== Source material ==
※ ※ ※
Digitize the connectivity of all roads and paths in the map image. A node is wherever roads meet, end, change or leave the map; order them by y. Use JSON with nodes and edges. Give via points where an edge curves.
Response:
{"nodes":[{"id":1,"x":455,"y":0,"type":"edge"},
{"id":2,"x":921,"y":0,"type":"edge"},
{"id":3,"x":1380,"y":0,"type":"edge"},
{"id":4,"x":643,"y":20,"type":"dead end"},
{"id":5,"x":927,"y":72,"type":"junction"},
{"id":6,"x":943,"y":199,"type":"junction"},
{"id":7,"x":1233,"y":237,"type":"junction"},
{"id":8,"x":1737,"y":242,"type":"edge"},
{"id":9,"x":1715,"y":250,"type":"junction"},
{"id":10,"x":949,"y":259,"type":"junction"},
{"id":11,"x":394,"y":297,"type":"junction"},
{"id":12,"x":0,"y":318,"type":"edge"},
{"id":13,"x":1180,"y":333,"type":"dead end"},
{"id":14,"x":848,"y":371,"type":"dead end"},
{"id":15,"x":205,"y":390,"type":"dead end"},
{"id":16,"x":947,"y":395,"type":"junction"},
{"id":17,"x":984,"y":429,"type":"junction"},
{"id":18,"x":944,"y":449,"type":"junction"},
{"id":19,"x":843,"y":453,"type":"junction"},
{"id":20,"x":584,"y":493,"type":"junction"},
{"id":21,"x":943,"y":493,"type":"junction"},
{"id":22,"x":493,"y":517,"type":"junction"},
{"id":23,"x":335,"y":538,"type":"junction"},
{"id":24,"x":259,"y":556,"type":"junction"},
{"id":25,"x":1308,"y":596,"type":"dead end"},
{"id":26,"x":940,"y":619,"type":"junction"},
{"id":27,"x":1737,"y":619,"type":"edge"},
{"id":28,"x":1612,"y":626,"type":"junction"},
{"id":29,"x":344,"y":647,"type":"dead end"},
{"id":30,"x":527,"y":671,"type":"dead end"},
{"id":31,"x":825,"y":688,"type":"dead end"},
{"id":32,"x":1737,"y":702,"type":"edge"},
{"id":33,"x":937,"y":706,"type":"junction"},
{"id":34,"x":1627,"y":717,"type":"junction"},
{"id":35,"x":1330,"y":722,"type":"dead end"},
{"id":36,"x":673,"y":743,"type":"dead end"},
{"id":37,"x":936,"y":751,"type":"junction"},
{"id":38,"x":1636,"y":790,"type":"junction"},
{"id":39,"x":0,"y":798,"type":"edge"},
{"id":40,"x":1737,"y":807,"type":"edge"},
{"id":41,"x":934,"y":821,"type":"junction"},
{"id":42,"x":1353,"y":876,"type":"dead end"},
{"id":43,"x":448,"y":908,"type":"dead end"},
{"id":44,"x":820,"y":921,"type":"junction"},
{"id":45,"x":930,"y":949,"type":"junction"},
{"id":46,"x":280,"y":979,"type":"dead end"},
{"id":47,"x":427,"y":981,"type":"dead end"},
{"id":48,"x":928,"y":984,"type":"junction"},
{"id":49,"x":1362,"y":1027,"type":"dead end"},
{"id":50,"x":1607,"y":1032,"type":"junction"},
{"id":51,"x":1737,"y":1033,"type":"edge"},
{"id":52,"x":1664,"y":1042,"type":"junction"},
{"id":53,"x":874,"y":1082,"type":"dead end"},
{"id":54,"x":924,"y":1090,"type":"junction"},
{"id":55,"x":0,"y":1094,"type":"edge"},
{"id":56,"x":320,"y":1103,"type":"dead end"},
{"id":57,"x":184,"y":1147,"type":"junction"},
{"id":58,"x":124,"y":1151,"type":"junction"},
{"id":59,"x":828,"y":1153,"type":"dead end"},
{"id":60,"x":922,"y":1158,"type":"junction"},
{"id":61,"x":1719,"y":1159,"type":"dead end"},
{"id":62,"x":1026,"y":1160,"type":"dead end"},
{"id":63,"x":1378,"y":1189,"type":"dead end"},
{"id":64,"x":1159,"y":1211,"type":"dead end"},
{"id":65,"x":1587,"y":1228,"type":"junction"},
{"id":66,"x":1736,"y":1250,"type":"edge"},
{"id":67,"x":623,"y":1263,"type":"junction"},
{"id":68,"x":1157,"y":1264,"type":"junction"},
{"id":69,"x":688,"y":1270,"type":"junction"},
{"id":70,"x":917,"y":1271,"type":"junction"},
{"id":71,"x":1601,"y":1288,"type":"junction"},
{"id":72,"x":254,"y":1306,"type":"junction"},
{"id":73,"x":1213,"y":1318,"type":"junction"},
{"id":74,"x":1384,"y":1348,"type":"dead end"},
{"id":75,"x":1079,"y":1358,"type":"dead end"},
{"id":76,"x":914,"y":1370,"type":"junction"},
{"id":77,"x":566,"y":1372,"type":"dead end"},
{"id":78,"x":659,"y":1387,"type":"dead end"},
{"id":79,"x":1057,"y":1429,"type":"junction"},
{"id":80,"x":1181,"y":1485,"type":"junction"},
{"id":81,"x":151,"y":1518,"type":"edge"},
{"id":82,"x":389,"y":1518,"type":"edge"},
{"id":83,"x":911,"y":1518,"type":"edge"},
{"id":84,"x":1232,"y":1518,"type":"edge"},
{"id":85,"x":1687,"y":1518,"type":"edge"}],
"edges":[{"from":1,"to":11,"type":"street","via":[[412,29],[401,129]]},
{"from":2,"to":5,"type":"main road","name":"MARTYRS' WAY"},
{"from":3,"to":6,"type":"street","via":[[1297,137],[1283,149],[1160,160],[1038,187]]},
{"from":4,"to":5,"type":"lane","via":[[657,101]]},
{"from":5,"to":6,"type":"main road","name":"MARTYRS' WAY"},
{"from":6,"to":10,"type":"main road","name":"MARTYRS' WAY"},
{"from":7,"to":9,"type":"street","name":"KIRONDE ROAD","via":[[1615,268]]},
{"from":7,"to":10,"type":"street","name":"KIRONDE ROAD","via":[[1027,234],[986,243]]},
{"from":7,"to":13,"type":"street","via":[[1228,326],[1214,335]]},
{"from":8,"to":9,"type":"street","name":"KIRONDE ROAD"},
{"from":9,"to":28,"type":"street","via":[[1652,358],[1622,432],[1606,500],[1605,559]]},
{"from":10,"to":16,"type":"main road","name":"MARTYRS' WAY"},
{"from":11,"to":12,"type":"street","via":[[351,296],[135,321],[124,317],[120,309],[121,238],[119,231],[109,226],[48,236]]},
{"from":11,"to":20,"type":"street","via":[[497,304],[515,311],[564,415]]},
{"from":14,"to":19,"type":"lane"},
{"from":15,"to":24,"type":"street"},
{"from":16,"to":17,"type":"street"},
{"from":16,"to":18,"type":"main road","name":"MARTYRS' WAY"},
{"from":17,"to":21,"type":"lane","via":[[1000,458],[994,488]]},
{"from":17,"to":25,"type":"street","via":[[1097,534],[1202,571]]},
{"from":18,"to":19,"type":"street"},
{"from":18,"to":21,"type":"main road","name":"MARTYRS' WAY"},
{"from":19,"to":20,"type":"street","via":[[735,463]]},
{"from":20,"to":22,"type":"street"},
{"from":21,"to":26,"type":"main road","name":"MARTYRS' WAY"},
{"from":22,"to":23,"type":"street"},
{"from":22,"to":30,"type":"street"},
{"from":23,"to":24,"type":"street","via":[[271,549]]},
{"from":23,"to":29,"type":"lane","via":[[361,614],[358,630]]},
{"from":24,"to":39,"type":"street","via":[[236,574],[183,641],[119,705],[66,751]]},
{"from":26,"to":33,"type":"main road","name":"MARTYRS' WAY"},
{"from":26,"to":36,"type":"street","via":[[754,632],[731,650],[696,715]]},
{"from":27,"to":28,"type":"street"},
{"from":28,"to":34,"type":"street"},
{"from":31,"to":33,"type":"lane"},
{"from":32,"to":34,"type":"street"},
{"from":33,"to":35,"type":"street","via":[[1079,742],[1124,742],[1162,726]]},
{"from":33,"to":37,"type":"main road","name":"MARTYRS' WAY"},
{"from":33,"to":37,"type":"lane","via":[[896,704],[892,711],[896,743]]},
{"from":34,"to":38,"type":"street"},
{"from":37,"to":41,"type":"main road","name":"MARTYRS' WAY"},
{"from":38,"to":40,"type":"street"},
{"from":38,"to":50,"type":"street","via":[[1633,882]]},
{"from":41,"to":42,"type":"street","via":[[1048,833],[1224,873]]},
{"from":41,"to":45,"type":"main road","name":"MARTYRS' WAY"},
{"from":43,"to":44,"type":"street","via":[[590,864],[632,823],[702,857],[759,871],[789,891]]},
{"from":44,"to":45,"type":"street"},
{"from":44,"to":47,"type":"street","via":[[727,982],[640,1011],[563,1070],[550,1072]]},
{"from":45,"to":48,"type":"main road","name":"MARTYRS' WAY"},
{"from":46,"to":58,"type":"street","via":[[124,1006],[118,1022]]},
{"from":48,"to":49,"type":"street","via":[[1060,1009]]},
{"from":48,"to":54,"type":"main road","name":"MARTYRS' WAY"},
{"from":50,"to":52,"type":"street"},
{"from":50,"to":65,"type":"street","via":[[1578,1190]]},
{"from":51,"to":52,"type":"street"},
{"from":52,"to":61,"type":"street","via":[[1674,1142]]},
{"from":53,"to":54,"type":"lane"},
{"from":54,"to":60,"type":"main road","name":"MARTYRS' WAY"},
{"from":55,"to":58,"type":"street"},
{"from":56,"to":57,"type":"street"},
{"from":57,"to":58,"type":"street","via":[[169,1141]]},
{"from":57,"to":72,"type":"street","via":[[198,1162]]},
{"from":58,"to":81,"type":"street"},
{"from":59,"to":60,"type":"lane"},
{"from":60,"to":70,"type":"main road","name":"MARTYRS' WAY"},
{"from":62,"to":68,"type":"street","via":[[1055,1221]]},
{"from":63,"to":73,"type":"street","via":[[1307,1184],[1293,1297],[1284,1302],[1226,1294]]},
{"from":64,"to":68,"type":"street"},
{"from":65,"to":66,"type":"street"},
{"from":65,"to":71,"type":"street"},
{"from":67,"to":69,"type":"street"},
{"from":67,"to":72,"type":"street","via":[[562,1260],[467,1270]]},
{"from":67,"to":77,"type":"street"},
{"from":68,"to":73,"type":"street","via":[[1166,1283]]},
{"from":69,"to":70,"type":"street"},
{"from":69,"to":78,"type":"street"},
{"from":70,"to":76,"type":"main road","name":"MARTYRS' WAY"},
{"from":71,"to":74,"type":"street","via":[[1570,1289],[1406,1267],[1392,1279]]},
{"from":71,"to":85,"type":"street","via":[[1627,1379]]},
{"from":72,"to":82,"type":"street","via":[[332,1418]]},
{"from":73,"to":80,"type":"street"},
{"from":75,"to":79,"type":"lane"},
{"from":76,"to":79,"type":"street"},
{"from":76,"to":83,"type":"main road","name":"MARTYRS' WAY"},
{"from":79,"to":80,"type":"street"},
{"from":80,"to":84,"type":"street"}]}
※ ※ ※
== Directions for this task ==
Every line above that holds "KIRONDE" should be tallied; answer with the total alone.

== Solution ==
3